Thing is... the compiler should do copy elision for temporary objects (which includes the m_Files vector) anyway, so it should be the same speed when doing the standard colon-initialization, but without introducing hazardous conditions for normal objects. So I would really want to know the opinion of the author of this Achtung.

yvesdm3000:

--- Quote from: l_inc on November 11, 2015, 01:14:16 am ---yvesdm3000
I think it's rather about avoiding additional copying of the TranslationUnit data. I'm not much into C++, and this was something new to me. It's just important to remember to copy-construct objects from temporary objects only. This includes initialization and assignment as well, because the assignment constructor of TranslationUnit gets the assigned object by value and hence will corrupt it during copy-construction.

--- End quote ---
When it's not C++11, the elements in the vector<TranslationUnit> will always be copy-constructed, they will then always be copied again when the vector grows beyond the allocated memory. Now for the clang TU, there is only 1 call to release that memory and when you have multiple copies of that same pointer, doing a clang_releaseTranslationUnit would then be done on all copies and hence freeing the same memory multiple times. Before C++11 we would have solved this with a pointer to TranslationUnit and do memory-management ourselves, with C++11 with the move operator it becomes much easier since the lifetime can be tied to the lifetime of the container elements, and with Alpha's trick of emulating the move operator it seems to perform the same task. It works, so I don't touch it.

Yves

Alpha:
Yes, the constructor is not intended specifically for performance (though if it helps with that, any speed is welcome), but to try to make memory management as automatic as possible: simply adding to/removing from m_TranslUnits handles the necessary operations.  (Clang TU's use a lot of RAM, so leaking one is... undesirable.)

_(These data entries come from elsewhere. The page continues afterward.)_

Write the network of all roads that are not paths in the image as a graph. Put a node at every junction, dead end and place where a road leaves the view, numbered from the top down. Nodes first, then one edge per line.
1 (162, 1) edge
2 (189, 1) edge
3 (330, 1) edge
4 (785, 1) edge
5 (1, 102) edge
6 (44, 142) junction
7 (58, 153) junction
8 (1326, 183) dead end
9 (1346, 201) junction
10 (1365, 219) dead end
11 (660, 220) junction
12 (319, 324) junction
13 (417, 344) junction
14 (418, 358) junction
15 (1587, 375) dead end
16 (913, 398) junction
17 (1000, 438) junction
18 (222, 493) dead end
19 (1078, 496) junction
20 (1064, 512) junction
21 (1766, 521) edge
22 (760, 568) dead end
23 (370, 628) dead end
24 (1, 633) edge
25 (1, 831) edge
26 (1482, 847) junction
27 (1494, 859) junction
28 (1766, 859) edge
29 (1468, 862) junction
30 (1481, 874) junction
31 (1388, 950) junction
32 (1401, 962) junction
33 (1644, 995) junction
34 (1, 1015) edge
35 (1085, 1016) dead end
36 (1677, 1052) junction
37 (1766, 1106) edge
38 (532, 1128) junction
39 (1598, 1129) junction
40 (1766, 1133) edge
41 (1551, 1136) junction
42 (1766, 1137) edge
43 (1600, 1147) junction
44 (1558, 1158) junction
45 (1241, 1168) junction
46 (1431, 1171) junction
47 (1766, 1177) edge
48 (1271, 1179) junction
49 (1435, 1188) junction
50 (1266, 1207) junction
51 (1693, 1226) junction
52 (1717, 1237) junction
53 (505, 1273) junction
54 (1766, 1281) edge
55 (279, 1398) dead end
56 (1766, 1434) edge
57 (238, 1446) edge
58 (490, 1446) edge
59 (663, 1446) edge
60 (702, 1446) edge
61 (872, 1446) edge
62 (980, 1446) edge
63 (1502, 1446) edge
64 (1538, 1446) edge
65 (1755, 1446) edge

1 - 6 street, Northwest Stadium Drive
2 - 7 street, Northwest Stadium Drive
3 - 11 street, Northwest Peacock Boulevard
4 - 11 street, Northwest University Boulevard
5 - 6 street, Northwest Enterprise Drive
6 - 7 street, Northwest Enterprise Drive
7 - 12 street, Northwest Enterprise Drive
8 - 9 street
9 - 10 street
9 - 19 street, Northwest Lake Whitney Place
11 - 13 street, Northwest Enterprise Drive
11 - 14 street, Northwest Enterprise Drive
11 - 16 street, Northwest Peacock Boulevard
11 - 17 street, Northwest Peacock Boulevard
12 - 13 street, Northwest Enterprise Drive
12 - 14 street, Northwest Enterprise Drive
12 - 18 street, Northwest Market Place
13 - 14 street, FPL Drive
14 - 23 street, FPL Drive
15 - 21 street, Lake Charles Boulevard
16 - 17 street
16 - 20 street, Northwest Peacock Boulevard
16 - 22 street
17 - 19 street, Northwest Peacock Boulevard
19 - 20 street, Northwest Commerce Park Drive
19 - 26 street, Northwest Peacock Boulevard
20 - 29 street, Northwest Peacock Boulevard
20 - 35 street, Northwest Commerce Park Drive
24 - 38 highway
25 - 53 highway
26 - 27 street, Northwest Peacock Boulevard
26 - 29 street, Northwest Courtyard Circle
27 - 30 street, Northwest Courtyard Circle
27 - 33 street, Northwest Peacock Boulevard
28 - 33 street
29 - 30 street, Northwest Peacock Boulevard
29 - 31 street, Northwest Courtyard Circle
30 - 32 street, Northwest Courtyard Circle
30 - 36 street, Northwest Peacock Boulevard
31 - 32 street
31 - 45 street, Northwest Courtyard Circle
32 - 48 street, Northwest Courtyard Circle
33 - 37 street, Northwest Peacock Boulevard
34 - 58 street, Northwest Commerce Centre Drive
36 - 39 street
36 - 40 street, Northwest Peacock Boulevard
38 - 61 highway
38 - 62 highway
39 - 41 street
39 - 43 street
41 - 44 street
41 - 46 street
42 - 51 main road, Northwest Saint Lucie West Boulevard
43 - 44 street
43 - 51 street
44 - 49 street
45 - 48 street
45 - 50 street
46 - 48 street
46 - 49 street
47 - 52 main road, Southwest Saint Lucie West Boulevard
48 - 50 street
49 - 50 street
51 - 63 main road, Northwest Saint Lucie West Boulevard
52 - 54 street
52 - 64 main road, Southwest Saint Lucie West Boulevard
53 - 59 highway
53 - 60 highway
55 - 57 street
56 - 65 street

--- Quote from: l_inc on November 10, 2015, 08:22:54 pm ---I hope those who wrote the copy-constructor of the TranslationUnit as simulating a move-contructor for speed know what they do, cause it might become unsafe.

--- End quote ---
Casting away a const and editing it is undefined if the original object was created const.  However, TranslationUnits must be mutable to interact with clang, so this is not the case.  For insurance though, I tried to do the minimum possible operations: 3 pointer copies from the vector swap(), 1 pointer copy for the clang TU.

The self swap() of m_Files frees any over allocated memory.  Since the ctor is the only place this vector is modified, it did not make sense to continue holding on to the memory.

Alpha:
Regarding RemoveTranslationUnit(), keep in mind that multiple editors for different files may utilize the same TU.  Also, they are expensive to (re)create, so keeping them around (as memory constraints allow) after closing an editor helps smooth the workflow for people who frequently (re)open and close files.
It was my intent to update CreateTranslationUnit() to treat m_TranslUnits as a cache, allowing it to discard TU's after a certain limit (probably using a variant of LRU).

yvesdm3000:

--- Quote from: Alpha on November 11, 2015, 09:05:29 am ---Regarding RemoveTranslationUnit(), keep in mind that multiple editors for different files may utilize the same TU.

--- End quote ---

I think I commented-out that capability. Every file has its own TU, mostly for simplicity for now and I'm unsure if I would ever want to re-enable that, given that an include-file might look different with defines set... My focus right now is to have the basic functionality working: have CodeCompletion when you need it, no hangs but without any optimizations regarding resources and thus making many copies across threads.

I think it's even better to cache the TU to disk as a sort-of PCH when the associated file is closed. Symbol search in closed files would then reopen each PCH.